Southeast (SE) Asia is located in a transitional zone where hydroclimate is controlled by both the Indian and East Asian summer monsoon branches. Recent proxy-based studies and climate models suggest that the hydroclimate of SE Asia may be out of phase with neighboring regions, such as India and China. However, we lack sufficient proxy records to verify this postulation or to identify spatial and temporal variations. This study reconstructs both past temperatures and effective moisture in Central Vietnam during Marine Isotope Stage 3 (approximately 50,00 to 30,000 years BP) to determine how these two climate variables relate in the past. Terrestrial temperatures and precipitation are reconstructed using biomarkers (branched glycerol dialkyl glycerol tetraethers, brGDGT) and compound-specific isotope analyses (carbon and hydrogen-isotopic values of leaf wax n-acids, δ13Cwax, and δDwax) from a buried peat deposit in the Central Highlands of Vietnam.
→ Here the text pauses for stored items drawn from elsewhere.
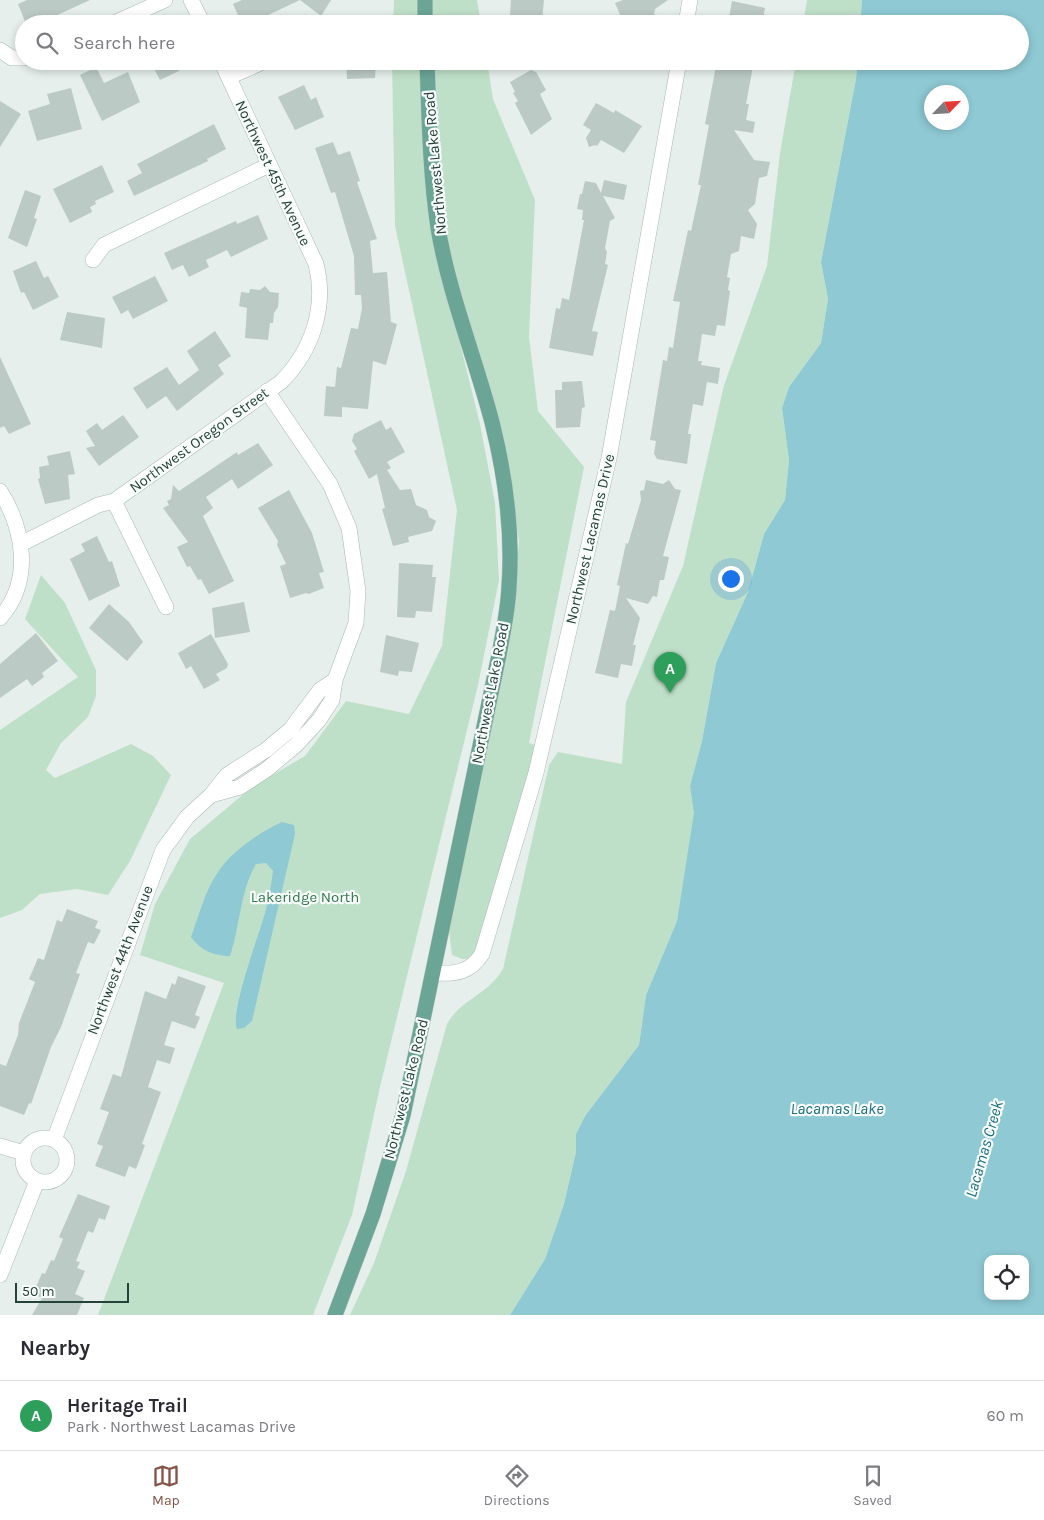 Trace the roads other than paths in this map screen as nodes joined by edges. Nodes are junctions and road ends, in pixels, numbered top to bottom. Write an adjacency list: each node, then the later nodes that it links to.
1 (165, 0): 5 (street)
2 (191, 0): 6 (street)
3 (425, 0): 7 (main road)
4 (690, 0): 8 (street)
5 (132, 15)
6 (198, 15)
7 (426, 15)
8 (688, 15)
9 (0, 50): 10 (street)
10 (15, 58)
11 (226, 70): 15 (street, Northwest 45th Avenue)
12 (245, 70): 15 (street)
13 (427, 70): 26 (main road, Northwest Lake Road)
14 (677, 70): 26 (street, Northwest Lacamas Drive)
15 (229, 77): 16 (street, Northwest 45th Avenue)
16 (269, 165): 17 (street); 18 (street, Northwest 45th Avenue)
17 (93, 260)
18 (320, 286): 19 (street, Northwest Oregon Street)
19 (267, 391): 21 (street, Northwest Oregon Street); 27 (street, Northwest 44th Avenue)
20 (0, 491): 22 (street)
21 (114, 501): 22 (street, Northwest Oregon Street); 24 (street)
22 (21, 544): 23 (street)
23 (5, 600): 25 (street)
24 (166, 607)
25 (0, 618)
26 (434, 973): 32 (main road, Northwest Lake Road)
27 (54, 1140): 29 (street); 30 (street)
28 (0, 1146): 29 (street)
29 (24, 1153): 30 (street)
30 (37, 1181): 31 (street)
31 (0, 1276)
32 (335, 1315) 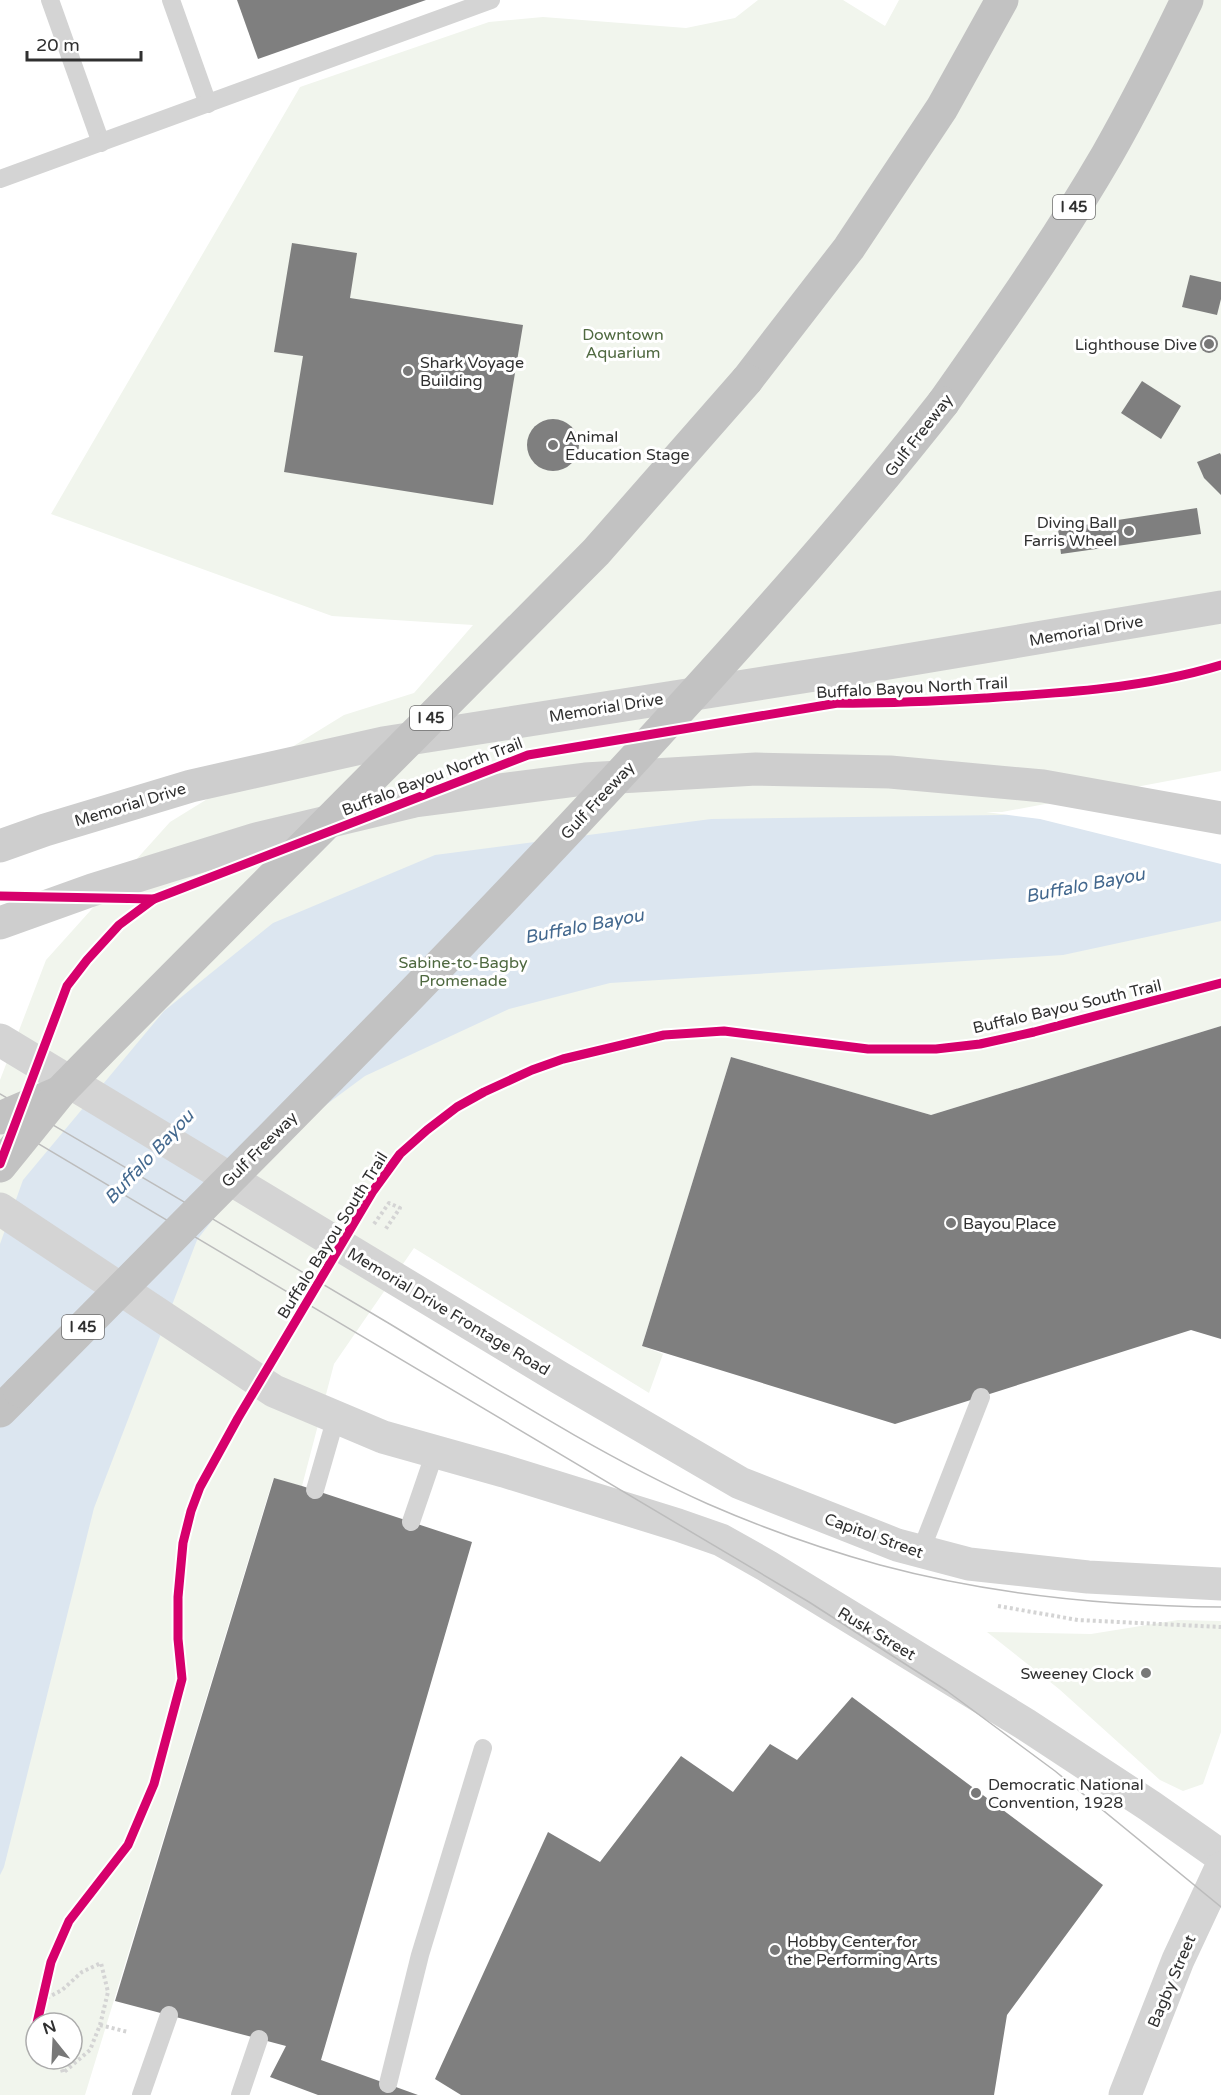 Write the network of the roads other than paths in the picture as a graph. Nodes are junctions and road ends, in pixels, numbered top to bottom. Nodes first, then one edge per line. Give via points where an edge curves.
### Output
1 (50, 0) edge
2 (171, 0) edge
3 (491, 0) edge
4 (1002, 0) edge
5 (1187, 0) edge
6 (208, 104) junction
7 (101, 143) junction
8 (0, 179) edge
9 (1221, 608) edge
10 (1221, 818) edge
11 (0, 846) edge
12 (0, 923) edge
13 (0, 1040) edge
14 (60, 1092) junction
15 (0, 1118) edge
16 (0, 1166) edge
17 (0, 1209) edge
18 (560, 1378) joint
19 (981, 1397) dead end
20 (0, 1411) edge
21 (336, 1418) junction
22 (435, 1452) junction
23 (315, 1490) dead end
24 (411, 1522) dead end
25 (920, 1553) junction
26 (1221, 1584) edge
27 (483, 1748) dead end
28 (1221, 1856) edge
29 (1221, 1868) edge
30 (169, 2015) dead end
31 (259, 2039) dead end
32 (388, 2084) dead end
33 (141, 2095) edge
34 (240, 2095) edge
35 (1125, 2095) edge

1 - 7 lane
2 - 6 lane
3 - 6 lane
4 - 14 highway, I 45, bridge via 942,108 849,248 747,380 596,552
5 - 20 highway, Gulf Freeway / I 45, bridge via 1118,135 1056,236 950,394 886,475 781,599 589,809
6 - 7 lane
7 - 8 lane
9 - 11 main road, Memorial Drive, bridge via 383,743 191,786
10 - 12 main road, bridge via 1044,786 890,772 756,769 585,779 415,801 256,839
13 - 18 street, Memorial Drive Frontage Road, bridge
14 - 15 highway, bridge
14 - 16 highway, I 45, bridge
17 - 21 street via 273,1391
18 - 25 street, Capitol Street via 740,1483
19 - 25 lane
21 - 22 street
21 - 23 lane
22 - 24 lane
22 - 28 street, Rusk Street via 721,1540 1025,1724
25 - 26 street, Capitol Street via 969,1564
27 - 32 lane via 420,1955
29 - 35 street, Bagby Street via 1178,1960
30 - 33 lane
31 - 34 lane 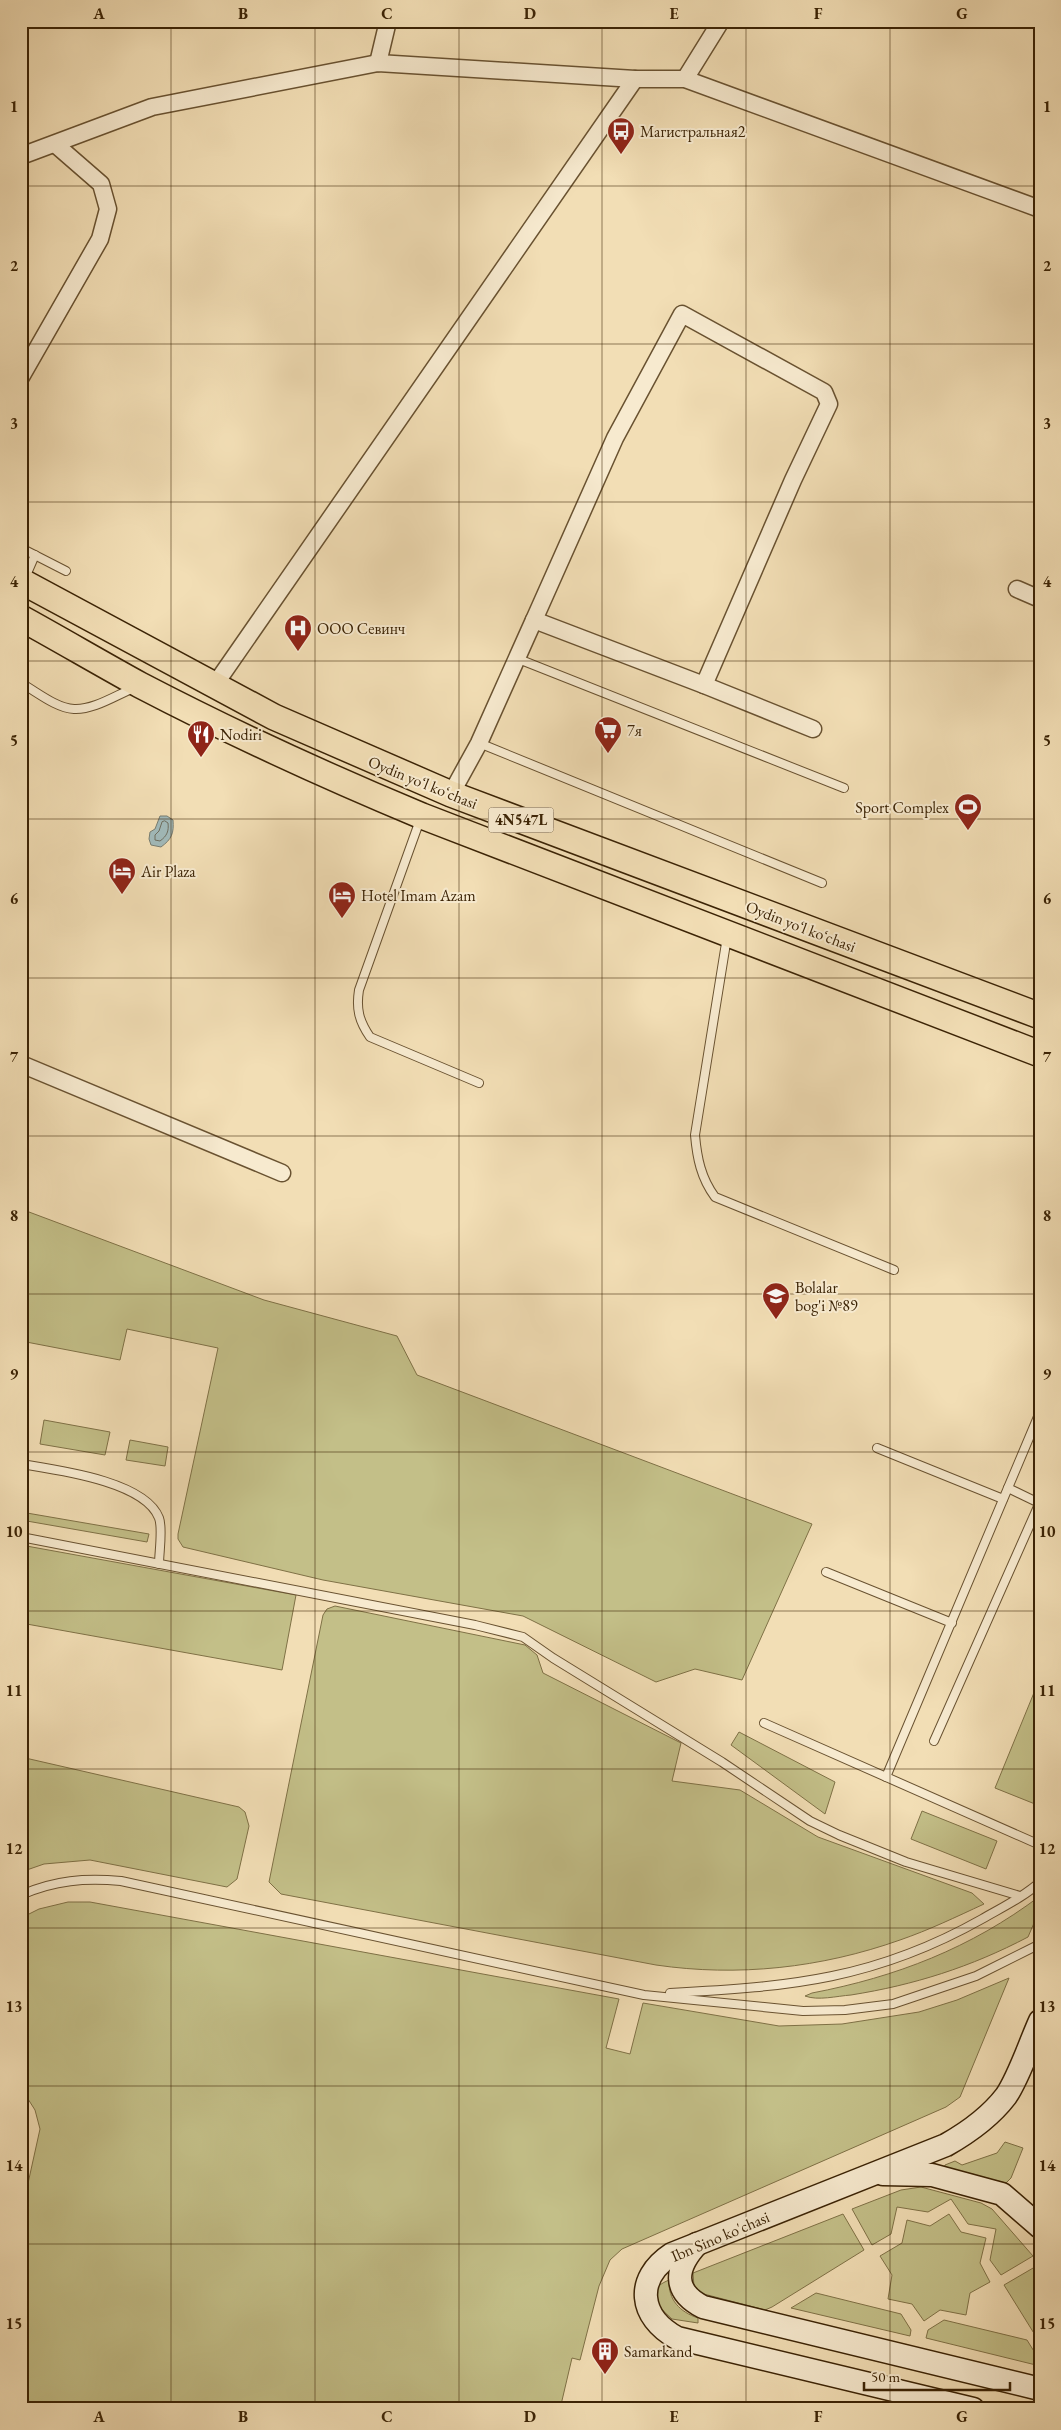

The brGDGTs-derived annual temperatures range from 22.9 to 26.2°C and show a warming trend coincident with a weakening of summer insolation. A coincident and gradual enrichment of δ13Cwax from 47 to 33 kyr BP suggests a transition from C3 to C4 vegetation dominance. Such a response could signal an overall decrease in precipitation or a shift in the seasonality of precipitation. The δDwax data, however, do not indicate an overall drying trend, which supports the idea that a shift in the seasonality of rainfall, along with higher annual temperatures, is driving the vegetation change. In addition, the δDwax records may exhibit a trend opposite to a site in Thailand. We argue that the isotopic variability in the precipitation of Central Vietnam reflects the shift in moisture sources along with the shift in seasonality. In this case, an increase in amount of precipitation derived from the South China Sea in winter months is marked by rain enriched in δ2H-which could also be interpreted as a decrease in precipitation. The increase in rainfall during winter monsoon months (e.g. winter) in the Central Highlands of Vietnam does not appear to reach Thailand. We recommend that the precipitation proxies should be applied with knowledge of regional climate context and argue that better geographic representation of monsoonal climates is necessary to fully understand and model this critical climate system.

How to cite: Tran, T., Stevens-Landon, L., Tierney, J., Murphy, P., and Vu-Van, T.: Precipitation and temperature variability in Vietnam during Marine Isotope Stage 3 from terrestrial biomarkers, EGU General Assembly 2023, Vienna, Austria, 24–28 Apr 2023, EGU23-546,, 2023.